6/30/2025
The Law School Times【ロー入試参考答案】
筑波大学法科大学院2024年 憲法
1. 本件差押え行為は、Eの取材の自由を制約し、憲法21条違反とならないか。
⑴まず、報道機関の報道は、国民が国政に関与するにつき重要な判断の資料を提供し、国民の知る権利に奉仕するため、報道の自由は、憲法21条によって保障されている。
⑵そして、報道には前提となる取材は必要不可欠である。したがって、報道のための取材の自由は21条の精神に照らして十分尊重される。
2. 本件では、本件レコーダーが、P県警によって差し押さえられている。
⑴たしかに、差し押さえられたレコーダーによる取材に基づいたB社からAへの贈賄を報じる記事は、すでに掲載されているため、取材活動そのものを直接的に制約するものではない。

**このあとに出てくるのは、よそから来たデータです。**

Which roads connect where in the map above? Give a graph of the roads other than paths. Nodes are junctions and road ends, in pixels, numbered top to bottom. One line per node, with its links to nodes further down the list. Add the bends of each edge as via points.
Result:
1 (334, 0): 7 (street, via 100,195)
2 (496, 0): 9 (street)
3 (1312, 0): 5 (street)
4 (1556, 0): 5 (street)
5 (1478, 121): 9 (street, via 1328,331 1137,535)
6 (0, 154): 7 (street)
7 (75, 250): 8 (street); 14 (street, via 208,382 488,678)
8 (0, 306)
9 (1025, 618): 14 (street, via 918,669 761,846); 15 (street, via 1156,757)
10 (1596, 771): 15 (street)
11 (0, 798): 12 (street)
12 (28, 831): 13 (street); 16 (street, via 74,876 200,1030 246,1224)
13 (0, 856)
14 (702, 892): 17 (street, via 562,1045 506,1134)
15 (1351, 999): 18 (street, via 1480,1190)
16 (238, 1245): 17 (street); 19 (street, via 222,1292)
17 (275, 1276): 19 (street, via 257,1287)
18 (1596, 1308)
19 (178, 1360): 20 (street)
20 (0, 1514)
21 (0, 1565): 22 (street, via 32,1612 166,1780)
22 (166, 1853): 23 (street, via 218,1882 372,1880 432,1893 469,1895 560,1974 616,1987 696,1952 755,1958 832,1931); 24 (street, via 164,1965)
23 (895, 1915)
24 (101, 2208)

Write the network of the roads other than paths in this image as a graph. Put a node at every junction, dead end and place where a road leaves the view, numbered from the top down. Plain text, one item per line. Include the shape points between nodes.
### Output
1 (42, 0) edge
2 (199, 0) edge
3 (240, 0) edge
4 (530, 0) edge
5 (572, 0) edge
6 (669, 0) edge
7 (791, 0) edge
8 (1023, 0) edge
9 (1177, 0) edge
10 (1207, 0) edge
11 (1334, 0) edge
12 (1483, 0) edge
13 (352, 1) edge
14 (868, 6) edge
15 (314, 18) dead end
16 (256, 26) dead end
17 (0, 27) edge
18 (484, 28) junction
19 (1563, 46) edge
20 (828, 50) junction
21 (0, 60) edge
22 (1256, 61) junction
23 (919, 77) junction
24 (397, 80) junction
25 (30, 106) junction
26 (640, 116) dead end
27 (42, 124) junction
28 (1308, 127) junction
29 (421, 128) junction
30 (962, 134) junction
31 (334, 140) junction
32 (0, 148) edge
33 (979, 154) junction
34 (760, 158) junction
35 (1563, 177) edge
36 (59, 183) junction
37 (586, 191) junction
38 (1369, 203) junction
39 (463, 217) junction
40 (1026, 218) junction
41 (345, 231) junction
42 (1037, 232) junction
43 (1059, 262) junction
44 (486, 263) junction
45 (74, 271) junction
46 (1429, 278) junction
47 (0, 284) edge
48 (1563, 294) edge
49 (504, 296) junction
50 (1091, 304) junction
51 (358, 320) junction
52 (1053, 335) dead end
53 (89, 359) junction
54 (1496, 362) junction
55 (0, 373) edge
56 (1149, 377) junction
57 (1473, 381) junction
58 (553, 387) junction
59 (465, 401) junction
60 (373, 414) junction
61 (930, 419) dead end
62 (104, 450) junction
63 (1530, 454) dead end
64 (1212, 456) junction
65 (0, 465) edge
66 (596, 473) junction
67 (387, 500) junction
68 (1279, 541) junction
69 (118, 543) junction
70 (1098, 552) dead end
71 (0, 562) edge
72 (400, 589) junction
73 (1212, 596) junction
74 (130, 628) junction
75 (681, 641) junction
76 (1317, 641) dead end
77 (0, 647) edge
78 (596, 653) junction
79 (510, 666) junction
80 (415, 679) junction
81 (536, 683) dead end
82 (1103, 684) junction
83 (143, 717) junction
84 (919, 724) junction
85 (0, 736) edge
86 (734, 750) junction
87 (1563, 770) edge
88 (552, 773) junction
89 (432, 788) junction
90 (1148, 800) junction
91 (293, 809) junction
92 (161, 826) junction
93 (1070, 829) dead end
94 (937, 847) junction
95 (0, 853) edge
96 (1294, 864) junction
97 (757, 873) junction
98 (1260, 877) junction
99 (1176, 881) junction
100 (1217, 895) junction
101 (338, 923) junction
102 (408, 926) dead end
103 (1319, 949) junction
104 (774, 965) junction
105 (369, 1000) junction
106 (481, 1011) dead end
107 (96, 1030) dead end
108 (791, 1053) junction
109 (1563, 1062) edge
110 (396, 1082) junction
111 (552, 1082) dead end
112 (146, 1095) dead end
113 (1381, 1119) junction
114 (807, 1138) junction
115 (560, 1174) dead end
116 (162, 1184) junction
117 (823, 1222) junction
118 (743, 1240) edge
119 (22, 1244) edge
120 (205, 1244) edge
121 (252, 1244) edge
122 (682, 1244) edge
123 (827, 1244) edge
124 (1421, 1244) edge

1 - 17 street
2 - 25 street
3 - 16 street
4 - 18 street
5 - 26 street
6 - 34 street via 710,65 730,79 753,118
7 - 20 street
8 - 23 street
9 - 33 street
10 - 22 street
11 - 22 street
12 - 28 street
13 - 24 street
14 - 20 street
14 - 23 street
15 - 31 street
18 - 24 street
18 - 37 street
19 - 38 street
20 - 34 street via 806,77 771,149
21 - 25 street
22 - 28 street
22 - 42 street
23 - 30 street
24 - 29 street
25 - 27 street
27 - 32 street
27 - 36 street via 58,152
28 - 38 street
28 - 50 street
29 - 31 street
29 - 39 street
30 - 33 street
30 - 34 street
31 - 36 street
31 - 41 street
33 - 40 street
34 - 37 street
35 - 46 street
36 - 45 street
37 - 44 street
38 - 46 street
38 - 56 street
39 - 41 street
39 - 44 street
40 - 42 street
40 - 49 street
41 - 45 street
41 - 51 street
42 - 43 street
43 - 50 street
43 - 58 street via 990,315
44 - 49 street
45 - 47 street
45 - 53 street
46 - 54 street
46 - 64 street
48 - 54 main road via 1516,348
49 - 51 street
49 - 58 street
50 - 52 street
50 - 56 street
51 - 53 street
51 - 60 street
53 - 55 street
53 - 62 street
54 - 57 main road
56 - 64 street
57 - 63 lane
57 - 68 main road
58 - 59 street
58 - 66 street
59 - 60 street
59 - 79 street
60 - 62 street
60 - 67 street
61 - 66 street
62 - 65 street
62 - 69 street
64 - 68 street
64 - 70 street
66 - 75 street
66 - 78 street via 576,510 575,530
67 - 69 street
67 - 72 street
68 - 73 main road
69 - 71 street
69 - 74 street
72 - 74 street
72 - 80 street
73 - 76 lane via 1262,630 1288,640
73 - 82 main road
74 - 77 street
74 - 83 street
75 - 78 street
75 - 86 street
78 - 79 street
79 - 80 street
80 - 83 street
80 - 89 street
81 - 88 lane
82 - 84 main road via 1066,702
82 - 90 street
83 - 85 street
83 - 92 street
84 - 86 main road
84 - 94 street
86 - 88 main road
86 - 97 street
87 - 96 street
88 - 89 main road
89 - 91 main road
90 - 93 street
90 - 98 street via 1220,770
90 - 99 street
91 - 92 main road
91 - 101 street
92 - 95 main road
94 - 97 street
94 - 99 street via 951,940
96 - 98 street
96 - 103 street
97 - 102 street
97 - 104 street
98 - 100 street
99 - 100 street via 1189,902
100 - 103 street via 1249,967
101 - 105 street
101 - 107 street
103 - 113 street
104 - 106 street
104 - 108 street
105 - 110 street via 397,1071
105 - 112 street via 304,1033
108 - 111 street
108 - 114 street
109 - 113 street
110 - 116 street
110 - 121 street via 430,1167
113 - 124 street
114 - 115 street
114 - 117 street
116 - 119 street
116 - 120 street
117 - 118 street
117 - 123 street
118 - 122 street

⑵もっとも、本件レコーダーによる取材は、Fを含むB社の社員や元社員の氏名その他具体的に誰なのかを特定し得る情報は一切記事には記載せず、録音データは複製せずに記事掲載後に消去するとの条件で、ようやく取材・録音に応じて得られたものであるから、録音データが消去されずに保管されている本件レコーダーが差し押さえられれば、報道機関の取材活動に対する信頼が失われ、報道機関の将来における取材活動が困難になりうるため、取材の自由は制約されているといえる。
3. では、かかる制約は正当化されるか。
⑴上述の通り、取材の自由は報道の自由の必要不可欠な前提を成す重要な権利である。
一方で、公正な刑事裁判の実現は、国家の基本的要請であり、こと刑事裁判においては強く実体的真実発見が要請されている。そして、このような公正な刑事裁判の実現を保障するために、報道機関の取材活動によって得られたものが証拠として必要と認められる場合、取材の自由は一定の制約に服することとなる。
⑵したがって、審判の対象とされている犯罪の性質、態様、軽重および取材したものの証拠としての価値、ひいては、公正な刑事裁判を実現するにあたっての必要性の有無を考慮するとともに、他面において取材したものを証拠として提出させられることによって報道機関の取材の自由が妨げられる程度およびこれが報道の自由に及ぼす影響の度合その他諸般の事情を比較衡量して決する。
⑶取材の対象であるのは、C市市長Aと地元企業B社との贈賄についてであり、国民の関心が大きい犯罪類型である。また、P県警によれば本件レコーダーは事件の全容解明に不可欠と判断されているのであるから、その証拠価値は高いといえる。そうすると、公正な刑事裁判を実現するにあたり、本件レコーダーを差し押さえる必要性が認められる。一方で、上述した通り、Eの取材活動に対する直接的な制約はなく、あくまで将来における取材活動が制約されるおそれがあるにとどまる。また、本件取材に基づく新聞記事は既に発表されているのであるから、報道の自由に対する事前の制約があったとは解されない。そうすると、D社の被る不利益よりも、公正な刑事裁判を実現すべき要請の方が大きいといえる。
4. したがって、本件差押えは、21条に違反しない。